Не единожды уже замечалось, что для России литература важнее церкви, а литераторы являются духовными вождями нации. Проверим эти наблюдения буквально, на примере русской хронологии. Пусть точкой отсчета будет восстание 14 декабря 1825 г. — день рождения русской общественной мысли. Да, в XVIII в. были Радищев и Новиков, а в начале следующего века — Карамзин. Беда только в том, что двое первых жили в век Екатерины и находились в русле ее реформ, а последний сам отдал русскую историю на милость монарха, отказавшись признать за Россией возможность иной исторической судьбы. Смерть Карамзина открывает длинный перечень судьбоносных смертей русских духовных лидеров, бывших разрешителями проблем очередного отрезка русской истории. Вот основная идея новой хронологии: основная проблема каждого отрезка русской истории (точнее, каждого ее витка) мысленно разрешается лидером русского общественного сознания, после чего наступает смерть этого лидера и начинается новая эпоха, содержащая то, чего усопший лидер более всего боялся и чего при нем сделать не посмели бы. Карамзин более всего боялся бунта против монархии, что свершилось еще при нем, и своевольного обращения со священной историей предков, чего предотвратить он уже не смог. В 1825–26 гг. в России началась эпоха Пушкина.

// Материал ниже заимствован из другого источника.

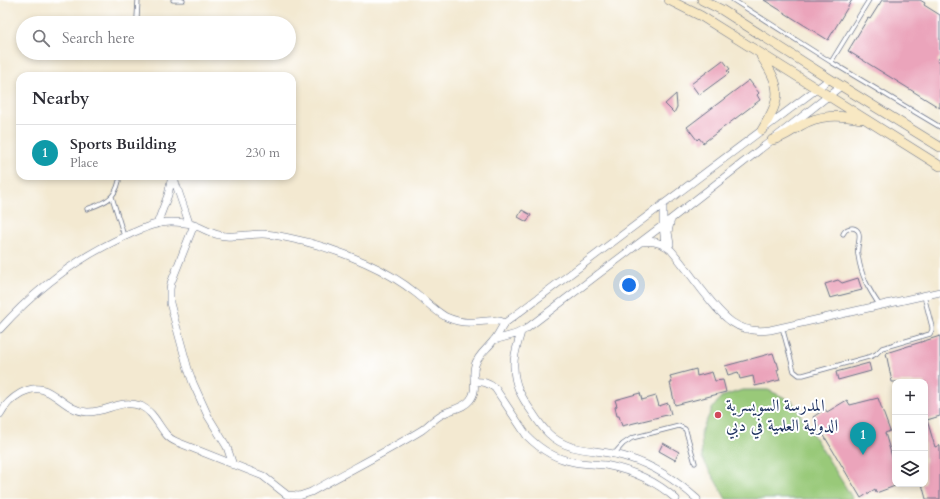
<!DOCTYPE html>
<html lang="en">
<head>
<meta charset="utf-8">
<style>
  :root { --surface:#fff; --page:#f7f7f7; --text:#2b2b33; --muted:#7c7c81; --line:#e1e1e2; --accent:#0f766e }
  body { margin:0; font-family:Cardo,Amiri,serif; background:var(--page); color:var(--text) }
  .controls { position:absolute; right:12px; bottom:12px; display:grid; overflow:hidden; border-radius:8px; box-shadow:0 2px 6px #0003 }
  .controls button { width:36px; height:36px; display:grid; place-items:center; padding:0; border:0; border-bottom:1px solid var(--line); background:var(--surface); color:var(--text); font:20px sans-serif }
  .you { position:absolute; left:629px; top:285px; width:14px; height:14px; margin:-10px; border:3px solid #fff; border-radius:50%; background:#1a73e8; box-shadow:0 0 0 6px #1a73e833 }
  .badge { display:grid; place-items:center; width:26px; height:26px; border-radius:50%; background:var(--accent); color:#fff; font-size:13px; font-weight:700 }
  .pin { position:absolute; translate:-50% -33px; filter:drop-shadow(0 1px 2px #0008) }
  .pin::after { content:''; position:absolute; top:21px; width:14px; height:12px; background:inherit; clip-path:polygon(0 0,100% 0,50% 100%) }
  .list { margin:0; padding:0; list-style:none }
  h2 { display:flex; justify-content:space-between; align-items:center; height:52px; margin:0; padding:0 16px; font-size:17px }
  h2 small { font-size:13px; font-weight:400; color:var(--muted) }
  .list li { display:grid; grid-template-columns:26px 1fr auto; gap:12px; align-items:center; box-sizing:border-box; height:56px; padding:0 16px; border-top:1px solid var(--line) }
  .list b { display:block; font-size:15px; white-space:nowrap }
  .list p { margin:0; font-size:13px; white-space:nowrap; color:var(--muted) }
  .list em { font-size:13px; font-style:normal; color:var(--muted) }
  .icon { flex:none; width:22px; height:22px; fill:none; stroke:currentColor; stroke-width:2; stroke-linecap:round; stroke-linejoin:round }
  .map { position:relative; flex:none; width:940px; height:499px; overflow:hidden }
  .search { position:absolute; background:var(--surface); box-shadow:0 2px 6px #0003; left:16px; top:16px; width:280px; height:44px; display:flex; align-items:center; gap:10px; box-sizing:border-box; padding:0 14px; border-radius:22px; color:var(--muted); font-size:15px }
  .panel { position:absolute; background:var(--surface); box-shadow:0 2px 6px #0003; left:16px; top:72px; width:280px; height:108px; border-radius:12px }
  .map>svg:first-child { display:block }
  .green { fill:#99c979; stroke:#5a7c6c }
  .building { fill:#eba4bb }
  .lines { fill:none; stroke-linecap:round; stroke-linejoin:round }
  .lane-casing { stroke:#677086; stroke-width:5 }
  .street-casing { stroke:#677086; stroke-width:8 }
  .secondary-casing { stroke:#677086; stroke-width:10 }
  .lane { stroke:#fff; stroke-width:3.5 }
  .street { stroke:#fff; stroke-width:7 }
  .secondary { stroke:#f8e8c3; stroke-width:9 }
  .poi-dot { fill:#d1495b; stroke:#fff; stroke-width:1.5 }
  .labels { text-anchor:middle; stroke-width:4; stroke-linejoin:round; paint-order:stroke }
  .poi-label { font-size:17px; fill:#1b2f5e; stroke:#fff; text-anchor:start }
</style>
</head>
<body>
<div class="map">
<svg width="940" height="499" viewBox="0 0 940 499">
  <rect width="100%" height="100%" fill="#fff"/>
  <filter id="ink" filterUnits="userSpaceOnUse"><feTurbulence type="fractalNoise" baseFrequency=".025" numOctaves="2"/><feDisplacementMap in="SourceGraphic" scale="8" xChannelSelector="R" yChannelSelector="G"/><feConvolveMatrix kernelMatrix="1 2 1 2 8 2 1 2 1" color-interpolation-filters="sRGB"/></filter>
  <filter id="wash" filterUnits="userSpaceOnUse"><feTurbulence type="fractalNoise" baseFrequency=".012" numOctaves="4" result="noise"/><feDisplacementMap in="SourceGraphic" scale="16" xChannelSelector="R" yChannelSelector="G"/><feGaussianBlur stdDeviation="0.9" result="paint"/><feColorMatrix in="noise" values="0 0 0 0 0 0 0 0 0 0 0 0 0 0 0 0 0 1.4 0 .05"/><feComposite in="paint" operator="in"/></filter>
  <g filter="url(#wash)">
    <rect width="100%" height="100%" fill="#f3e9d1"/>
    <path class="green" d="M742,390h26l24,11 61,98h-127l-24,-41 -1,-26 11,-23 9,-12z"/>
    <g id="blocks">
      <path class="building" d="M764,0h88l-24,40z
        M882,0h38l5,3 -1,2 16,10v42l-3,4 3,2v45l-92,-57 20,-33 2,1z
        M723,60l7,9 -3,2 2,2 -30,22 -8,-11z
        M749,80l10,13 -2,2 3,5 -57,43 -4,-5 -2,2 -10,-13z
        M676,94l1,13 -3,6 -9,-9z
        M522,210l9,5 -4,7 -9,-5z
        M858,278l4,12 -32,8 -5,-14 13,-4 4,3z
        M940,336v80l-13,4 8,27 5,-2v54h-14l-4,-15h3v-102h-33l-6,-29z
        M773,353l3,9h1l2,7 -2,1 3,10 -25,6 -2,-10 -13,3 -2,-7 -10,3 -3,-9z
        M869,363l2,8 -33,9 -2,-8z
        M696,369l1,7 15,-4 3,9 8,-1 3,12 -51,13 -5,-22h2l-2,-7z
        M640,393l2,7 14,-4 3,10 9,-3 3,11 -49,12 -3,-10h-2l-2,-9 2,-1 -2,-6z
        M878,398l12,33 -5,2 10,34v19l-19,7 -1,-4 -14,9 -48,-81 12,-8 2,3 20,-12 3,5z
        M663,443l16,9 -4,8 -16,-9z"/>
    </g>
  </g>
  <g filter="url(#ink)">
    <use href="#blocks" fill-opacity="0" stroke="#677086" stroke-width="1"/>
    <g class="lines">
      <defs>
        <path id="lane" d="M173,0h10
          M733,0l98,62 109,65
          M137,18l1,-18
          M831,62l38,-62
          M112,197l12,39
          M87,209c16,-6 28,-9 32,-28
          M843,234c2,-5 10,-9 15,-3 4,5 -2,16 0,24 3,21 10,33 22,51
          M782,327l12,44 5,4h4l69,-19 4,-2 6,-6 48,-14 2,-4v-3l-8,-31
          M614,454l9,-10 9,-6 47,-12 6,3 1,2 9,32"/>
        <path id="street" d="M173,176l10,29 6,18
          M663,204v21l2,20
          M157,224l11,-29 4,-19
          M194,225l-23,58 -1,6v14l18,66 5,14 15,33 19,31 6,18
          M641,242c12,-2 21,0 30,8 11,13 21,27 31,40 19,24 33,45 68,40l170,-38
          M670,244l-2,-12 3,-13
          M0,329c36,-40 81,-74 130,-95 14,-6 26,-12 41,-12 8,0 16,1 23,3 11,4 20,11 32,11 12,1 24,-2 36,-2 9,0 18,2 27,4 26,5 52,14 77,25 18,8 36,19 51,31 10,8 18,17 29,23 9,4 19,6 29,5 9,0 21,-4 30,1
          M521,332c-3,12 -8,23 -7,35 0,18 8,31 18,45 11,17 20,29 40,35 19,5 39,4 57,11 26,8 48,23 68,41
          M494,340l22,-6 10,-5 145,-110 170,-133
          M475,382c8,-1 13,1 20,6l32,48c13,13 29,23 47,26 10,2 21,2 31,3 26,5 51,16 71,34
          M0,414c5,-9 12,-16 21,-21 30,-16 38,17 66,19 20,1 33,-14 54,-6 12,6 16,17 24,27 3,4 7,7 12,9l86,34 24,19 12,1 12,-4c37,-21 75,-40 111,-62 7,-5 12,-11 19,-15 9,-6 22,-6 29,-15 9,-11 1,-23 5,-35 3,-10 12,-16 18,-24 5,-5 7,-12 12,-18l325,-244"/>
        <path id="secondary" d="M669,0l32,16 239,150
          M702,0l20,10 108,69 110,68
          M761,56c21,32 21,41 1,74
          M772,140c11,-2 18,-8 28,-14 19,-12 40,-11 61,-7"/>
      </defs>
      <use href="#lane" class="lane-casing"/>
      <use href="#street" class="street-casing"/>
      <use href="#secondary" class="secondary-casing"/>
      <use href="#lane" class="lane"/>
      <use href="#street" class="street"/>
      <use href="#secondary" class="secondary"/>
    </g>
  </g>
  <circle class="poi-dot" cx="718" cy="415" r="4"/>
  <g class="labels">
    <g class="poi-label">
      <text x="726" y="411">المدرسة السويسرية<tspan x="726" dy="20">الدولية العلمية في دبي</tspan></text>
    </g>
  </g>
</svg>
<div class="controls">
<button>+</button>
<button>−</button>
<button><svg class="icon" aria-label="layers" viewBox="0 0 24 24"><path d="M12 4l9 5-9 5-9-5zM3 14l9 5 9-5"/></svg></button>
</div>
<div class="you"></div>
<div class="pin badge" style="left:863px;top:455px;background:#0f9aa8">1</div>
<div class="search"><svg class="icon" aria-label="search" viewBox="0 0 24 24"><circle cx="10" cy="10" r="6"/><path d="M15 15l6 6"/></svg>Search here</div>
<section class="panel">
<h2>Nearby<small></small></h2>
<ul class="list">
<li><span class="badge" style="background:#0f9aa8">1</span><div><b>Sports Building</b><p>Place</p></div><em>230 m</em></li>
</ul>
</section>
</div>
</body>
</html>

Пушкин правил с 1826 по 1837 гг; и основной проблемой его царствования была проблема отношения к предшествующей истории Руси. Героями его произведений об эту пору становятся сперва государи и вельможи (линия Карамзина), но впоследствии взгляд духовного вождя перемещается в сторону "маленького человека" — оказывается (и это было ошеломляющим открытием для русского общества), что главным стержнем истории является семья. Именно в семье закладываются основы нравственного и патриотического воспитания (Гринев и семья капитана Миронова), именно с уровня семьи простого человека начинается трагедия государства (бедный Евгений). То, какая это семья — ремесленно-городская или помещичья, не занимало государя-Пушкина так, как угроза семье со стороны бессмысленного народного бунта. Пугачев страшен Пушкину именно посягательством на ход семейно-общинной русской истории,чьи устои он охраняет вместе с Карамзиным, но с другого конца — со стороны освященной им обыденной жизни.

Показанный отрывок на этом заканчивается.